### Data supplied:
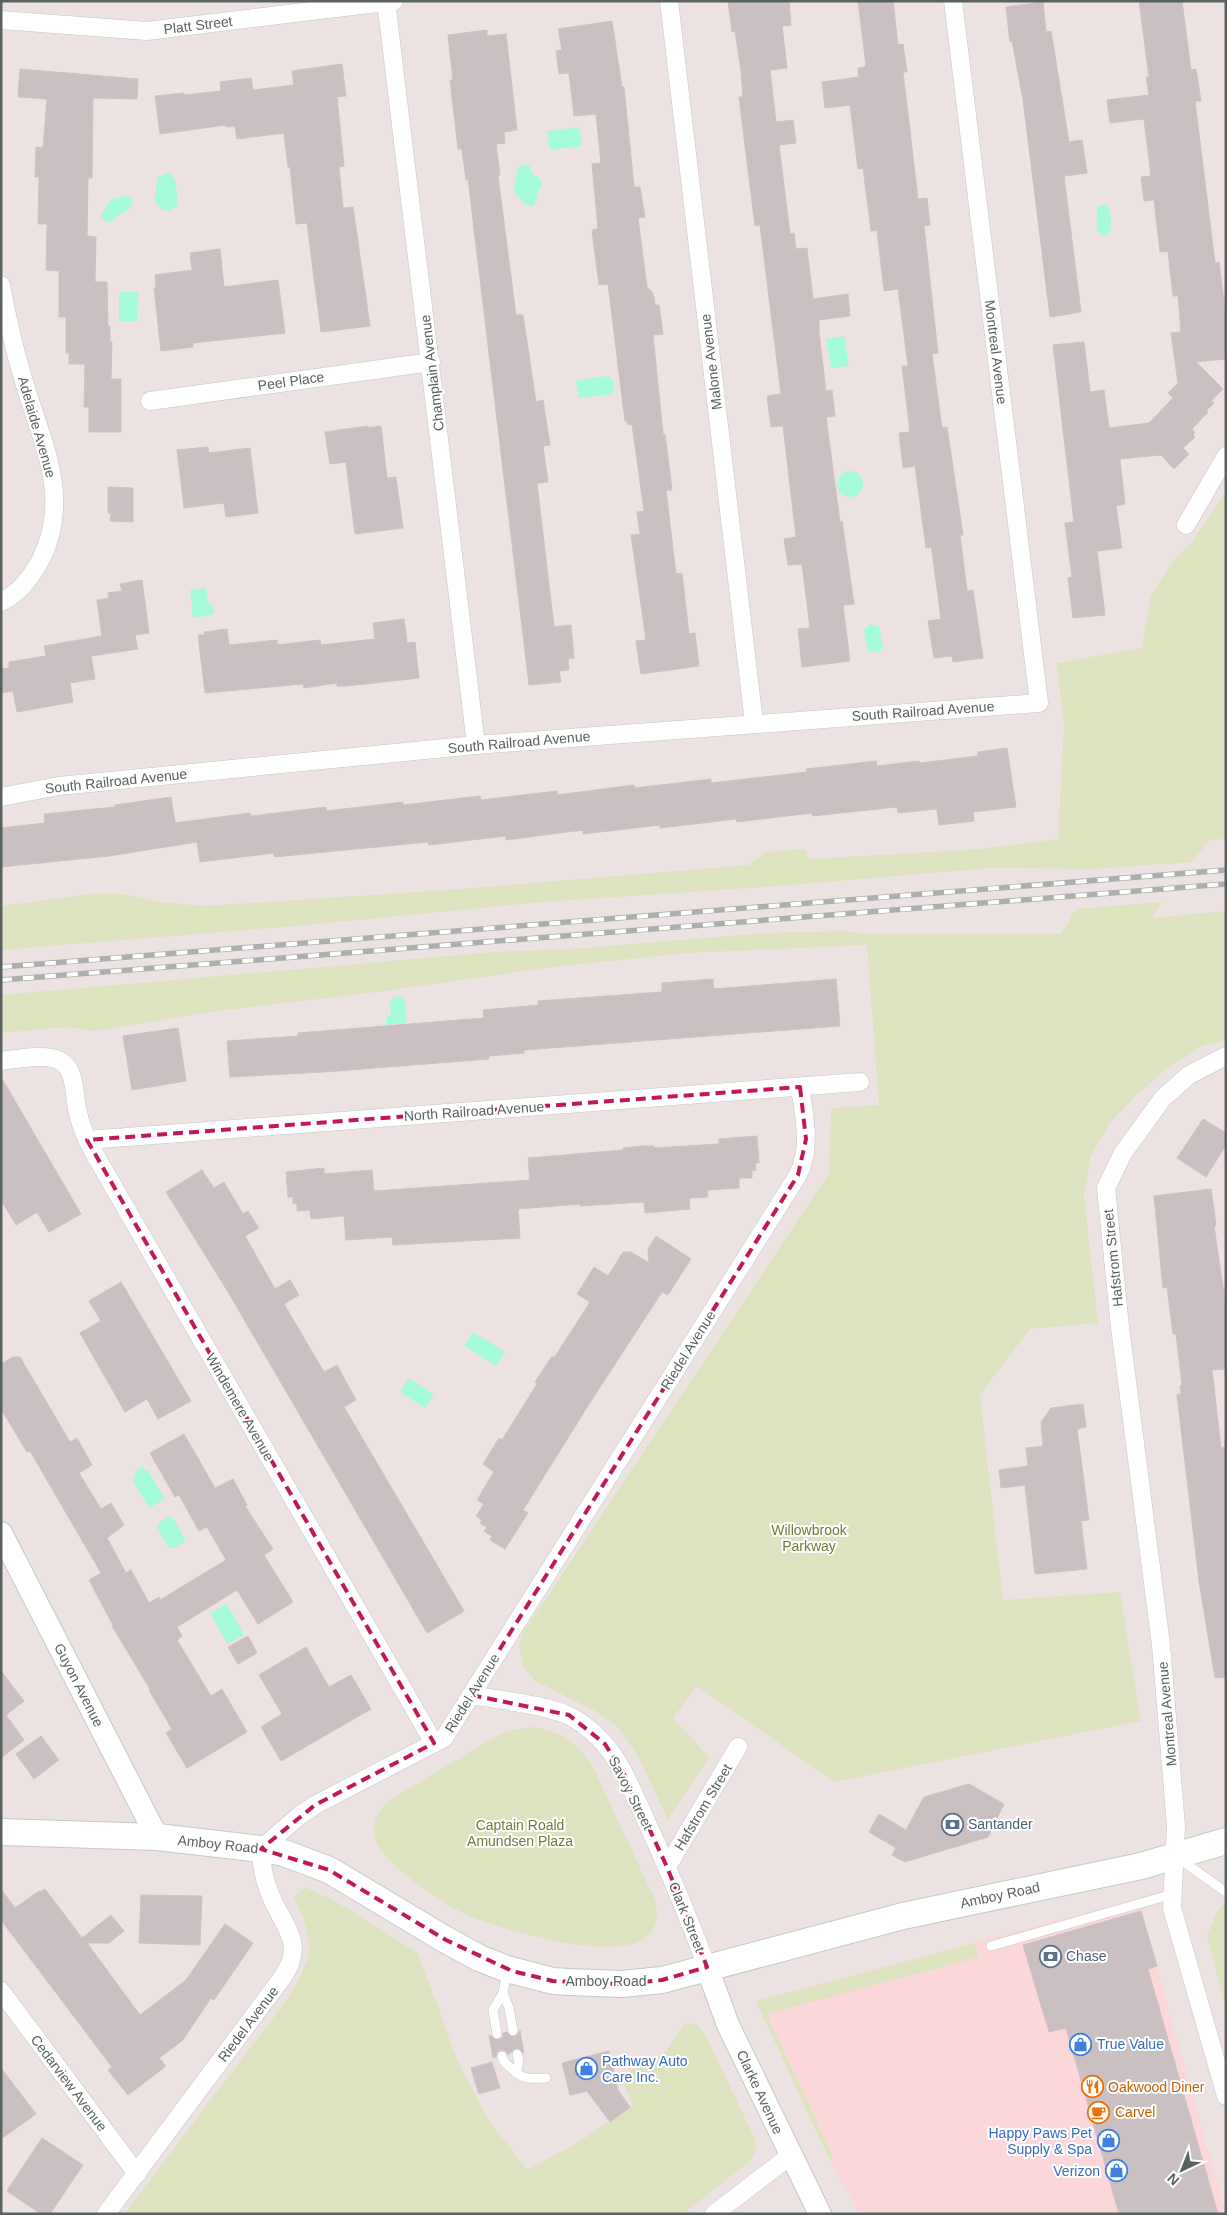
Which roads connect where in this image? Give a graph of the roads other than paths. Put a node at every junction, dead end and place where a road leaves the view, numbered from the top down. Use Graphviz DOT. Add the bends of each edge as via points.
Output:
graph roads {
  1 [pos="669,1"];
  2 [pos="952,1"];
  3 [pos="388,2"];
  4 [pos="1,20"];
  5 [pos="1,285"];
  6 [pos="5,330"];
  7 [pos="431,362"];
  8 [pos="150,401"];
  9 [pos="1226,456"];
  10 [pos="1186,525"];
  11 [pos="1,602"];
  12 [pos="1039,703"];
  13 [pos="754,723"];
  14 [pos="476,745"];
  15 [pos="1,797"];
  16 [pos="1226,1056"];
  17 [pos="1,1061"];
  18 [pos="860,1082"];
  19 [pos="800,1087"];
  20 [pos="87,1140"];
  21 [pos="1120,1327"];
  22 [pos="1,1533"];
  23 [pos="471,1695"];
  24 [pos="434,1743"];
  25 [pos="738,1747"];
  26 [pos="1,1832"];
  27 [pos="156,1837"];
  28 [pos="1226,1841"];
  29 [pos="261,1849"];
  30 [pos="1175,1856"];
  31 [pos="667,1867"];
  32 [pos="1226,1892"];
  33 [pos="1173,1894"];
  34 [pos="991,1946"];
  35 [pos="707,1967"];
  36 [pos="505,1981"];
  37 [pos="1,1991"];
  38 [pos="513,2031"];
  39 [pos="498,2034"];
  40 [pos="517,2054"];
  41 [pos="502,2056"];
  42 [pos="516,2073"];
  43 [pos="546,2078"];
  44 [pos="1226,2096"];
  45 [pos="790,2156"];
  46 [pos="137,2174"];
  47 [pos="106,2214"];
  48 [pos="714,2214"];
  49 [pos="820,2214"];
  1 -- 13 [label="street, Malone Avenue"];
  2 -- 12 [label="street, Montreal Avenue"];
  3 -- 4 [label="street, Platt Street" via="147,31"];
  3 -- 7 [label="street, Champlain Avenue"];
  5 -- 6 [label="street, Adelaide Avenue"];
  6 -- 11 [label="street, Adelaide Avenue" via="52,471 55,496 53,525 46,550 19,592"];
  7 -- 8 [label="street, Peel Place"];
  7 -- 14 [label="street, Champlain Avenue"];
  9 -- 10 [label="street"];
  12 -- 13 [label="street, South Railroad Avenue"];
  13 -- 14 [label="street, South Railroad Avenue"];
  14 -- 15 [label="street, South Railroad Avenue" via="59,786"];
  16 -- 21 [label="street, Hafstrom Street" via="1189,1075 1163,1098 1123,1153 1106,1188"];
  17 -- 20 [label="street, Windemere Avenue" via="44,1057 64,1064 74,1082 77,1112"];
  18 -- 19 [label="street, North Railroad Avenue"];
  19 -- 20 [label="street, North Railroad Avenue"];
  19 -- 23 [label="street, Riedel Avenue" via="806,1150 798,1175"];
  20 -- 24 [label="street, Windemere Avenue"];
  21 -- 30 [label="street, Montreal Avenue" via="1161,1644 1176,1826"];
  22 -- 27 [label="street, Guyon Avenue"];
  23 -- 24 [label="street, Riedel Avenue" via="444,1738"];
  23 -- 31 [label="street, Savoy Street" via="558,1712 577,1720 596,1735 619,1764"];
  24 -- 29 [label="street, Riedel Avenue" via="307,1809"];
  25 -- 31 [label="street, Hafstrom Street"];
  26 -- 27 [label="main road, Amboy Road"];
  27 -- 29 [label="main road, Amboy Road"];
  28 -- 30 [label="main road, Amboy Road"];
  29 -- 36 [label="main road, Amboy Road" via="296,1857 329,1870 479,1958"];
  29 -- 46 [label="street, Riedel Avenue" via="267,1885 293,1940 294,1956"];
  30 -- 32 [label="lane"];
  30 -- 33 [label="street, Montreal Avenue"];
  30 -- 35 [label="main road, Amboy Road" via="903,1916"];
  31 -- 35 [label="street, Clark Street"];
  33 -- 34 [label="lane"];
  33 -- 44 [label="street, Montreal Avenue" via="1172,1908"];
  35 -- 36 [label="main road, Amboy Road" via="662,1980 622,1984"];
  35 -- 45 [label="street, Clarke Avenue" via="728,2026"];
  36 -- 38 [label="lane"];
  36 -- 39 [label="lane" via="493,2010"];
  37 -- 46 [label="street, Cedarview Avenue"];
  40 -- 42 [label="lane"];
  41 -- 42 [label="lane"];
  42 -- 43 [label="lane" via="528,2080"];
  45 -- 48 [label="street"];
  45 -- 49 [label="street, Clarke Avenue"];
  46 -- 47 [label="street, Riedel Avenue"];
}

==

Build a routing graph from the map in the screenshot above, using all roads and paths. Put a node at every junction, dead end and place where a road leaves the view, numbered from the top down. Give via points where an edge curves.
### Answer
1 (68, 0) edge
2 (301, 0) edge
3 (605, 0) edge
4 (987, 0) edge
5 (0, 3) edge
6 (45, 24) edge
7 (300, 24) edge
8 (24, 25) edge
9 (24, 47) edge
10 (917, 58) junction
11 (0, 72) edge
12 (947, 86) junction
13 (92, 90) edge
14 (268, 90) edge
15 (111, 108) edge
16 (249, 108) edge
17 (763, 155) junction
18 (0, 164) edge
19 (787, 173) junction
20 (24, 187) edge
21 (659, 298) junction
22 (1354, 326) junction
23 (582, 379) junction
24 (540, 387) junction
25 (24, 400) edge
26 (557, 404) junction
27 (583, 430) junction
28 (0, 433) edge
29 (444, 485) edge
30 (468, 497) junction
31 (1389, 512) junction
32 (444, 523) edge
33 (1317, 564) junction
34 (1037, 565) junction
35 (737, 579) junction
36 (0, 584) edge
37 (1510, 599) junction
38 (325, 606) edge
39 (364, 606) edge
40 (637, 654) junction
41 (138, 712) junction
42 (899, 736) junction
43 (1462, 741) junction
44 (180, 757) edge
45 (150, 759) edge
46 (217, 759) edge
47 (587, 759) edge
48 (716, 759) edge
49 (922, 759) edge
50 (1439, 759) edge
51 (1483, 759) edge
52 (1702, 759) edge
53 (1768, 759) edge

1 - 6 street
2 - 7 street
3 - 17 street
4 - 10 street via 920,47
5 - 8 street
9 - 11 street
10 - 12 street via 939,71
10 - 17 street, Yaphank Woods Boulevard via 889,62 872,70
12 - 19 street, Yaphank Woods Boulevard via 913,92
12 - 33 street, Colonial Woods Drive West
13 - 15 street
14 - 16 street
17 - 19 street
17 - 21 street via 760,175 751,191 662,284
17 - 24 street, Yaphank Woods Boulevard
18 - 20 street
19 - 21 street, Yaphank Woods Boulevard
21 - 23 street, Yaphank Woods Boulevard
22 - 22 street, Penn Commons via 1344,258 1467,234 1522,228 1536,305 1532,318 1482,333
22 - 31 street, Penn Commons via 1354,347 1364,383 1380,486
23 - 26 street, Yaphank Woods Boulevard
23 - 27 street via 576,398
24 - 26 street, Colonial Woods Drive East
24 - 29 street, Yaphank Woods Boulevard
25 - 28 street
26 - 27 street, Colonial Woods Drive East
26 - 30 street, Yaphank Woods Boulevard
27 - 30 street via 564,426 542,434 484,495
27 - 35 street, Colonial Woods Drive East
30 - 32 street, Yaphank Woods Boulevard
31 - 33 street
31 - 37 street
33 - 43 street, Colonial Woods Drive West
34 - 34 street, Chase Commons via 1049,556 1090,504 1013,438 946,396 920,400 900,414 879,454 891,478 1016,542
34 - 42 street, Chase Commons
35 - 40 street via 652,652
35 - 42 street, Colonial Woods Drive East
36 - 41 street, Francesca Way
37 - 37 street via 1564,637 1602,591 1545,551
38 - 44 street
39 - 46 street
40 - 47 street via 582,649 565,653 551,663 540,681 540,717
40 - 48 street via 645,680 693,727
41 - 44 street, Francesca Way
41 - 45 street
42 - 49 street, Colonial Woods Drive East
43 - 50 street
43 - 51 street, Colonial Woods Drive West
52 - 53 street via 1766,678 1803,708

==

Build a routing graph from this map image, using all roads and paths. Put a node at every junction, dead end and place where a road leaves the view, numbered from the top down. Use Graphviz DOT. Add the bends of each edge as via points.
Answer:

### How to complete this task:
What lines in the material above contain the word "routing"? Copy them out.

### Finished task:
Build a routing graph from the map in the screenshot above, using all roads and paths. Put a node at every junction, dead end and place where a road leaves the view, numbered from the top down. Give via points where an edge curves.
Build a routing graph from this map image, using all roads and paths. Put a node at every junction, dead end and place where a road leaves the view, numbered from the top down. Use Graphviz DOT. Add the bends of each edge as via points.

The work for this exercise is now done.